◆ **REQUIRED ACTION**: For each line below that contains the word "pinky", return that line.

◆ **MATERIAL PROVIDED**:
□ □ □ □ □

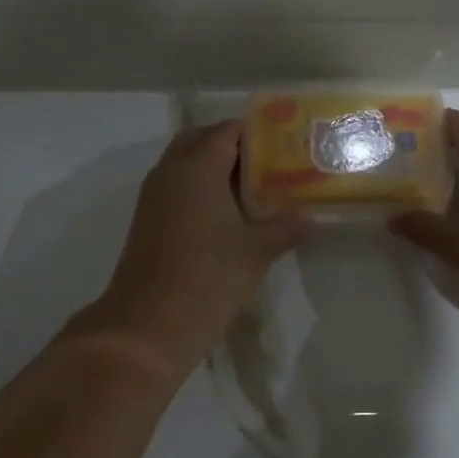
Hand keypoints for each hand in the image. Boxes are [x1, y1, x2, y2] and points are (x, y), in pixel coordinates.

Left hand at [85, 120, 304, 381]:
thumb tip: (311, 217)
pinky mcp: (147, 221)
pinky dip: (199, 189)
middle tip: (266, 163)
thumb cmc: (208, 277)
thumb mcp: (256, 251)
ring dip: (213, 168)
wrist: (147, 326)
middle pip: (200, 140)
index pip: (227, 130)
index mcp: (197, 166)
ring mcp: (154, 197)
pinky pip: (176, 188)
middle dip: (230, 145)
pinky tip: (226, 215)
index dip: (255, 132)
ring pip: (184, 164)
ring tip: (252, 189)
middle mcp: (171, 171)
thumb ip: (285, 227)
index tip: (284, 142)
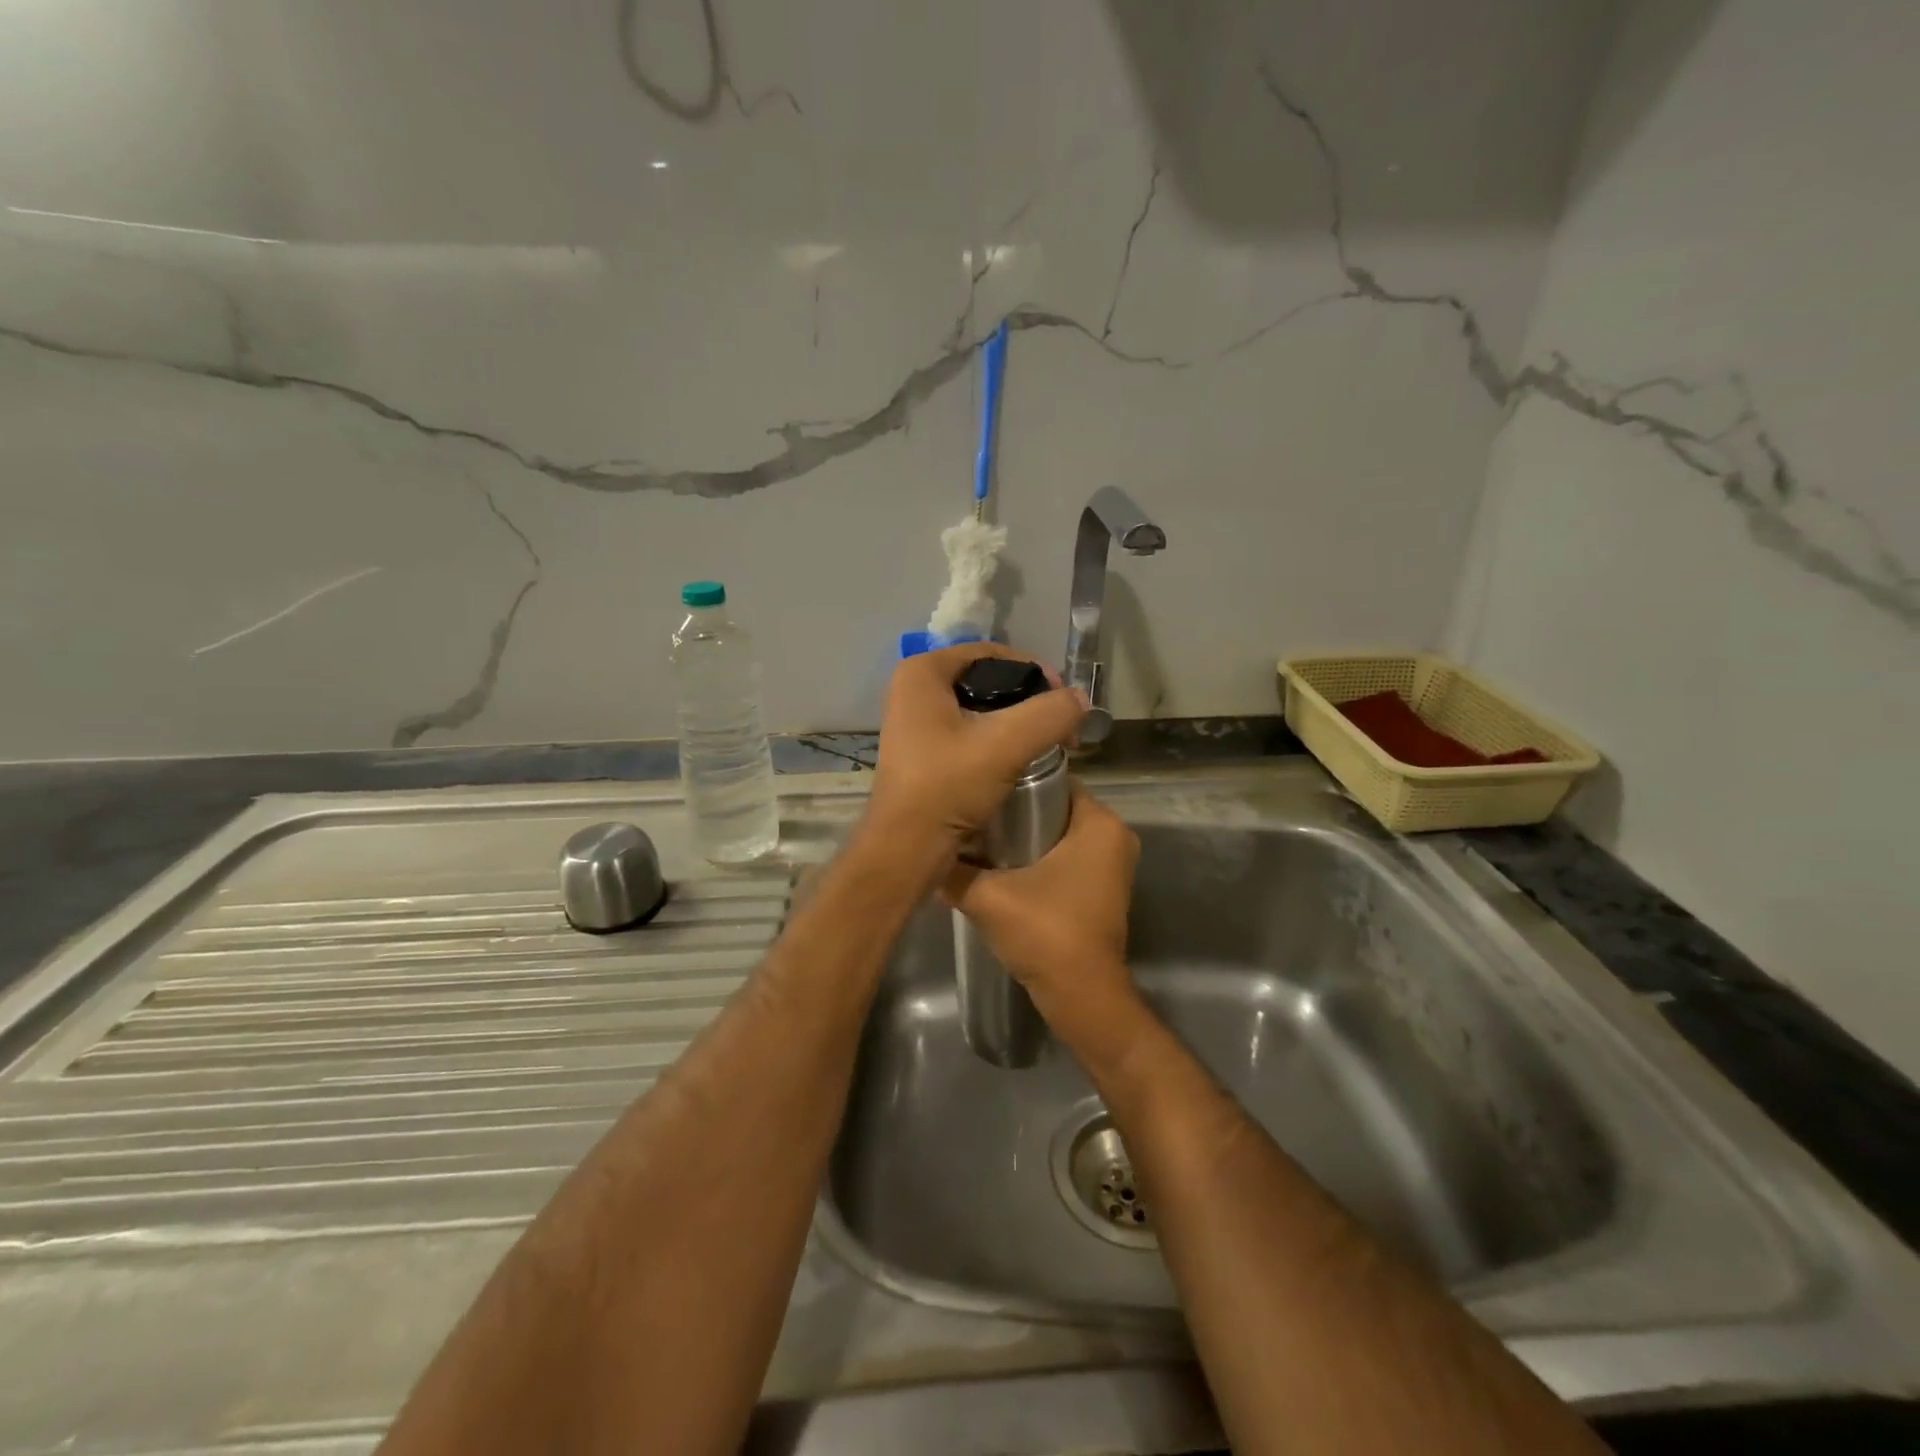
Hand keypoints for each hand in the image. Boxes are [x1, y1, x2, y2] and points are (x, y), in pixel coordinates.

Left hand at [865, 643, 1085, 860]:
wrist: (906, 848)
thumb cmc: (948, 786)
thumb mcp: (1006, 744)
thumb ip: (1050, 713)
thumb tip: (1080, 700)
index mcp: (922, 673)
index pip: (990, 653)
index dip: (1032, 670)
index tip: (1062, 699)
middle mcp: (912, 690)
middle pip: (985, 680)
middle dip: (1026, 699)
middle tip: (1058, 724)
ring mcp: (913, 723)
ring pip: (978, 709)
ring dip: (1014, 722)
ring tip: (1045, 743)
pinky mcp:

□ □ □ □ □

◆ **FINISHED EXERCISE**:
pinky mcp: (147, 221)
pinky dip: (199, 189)
pinky pip: (176, 188)
pinky tip: (226, 215)
pinky mcp:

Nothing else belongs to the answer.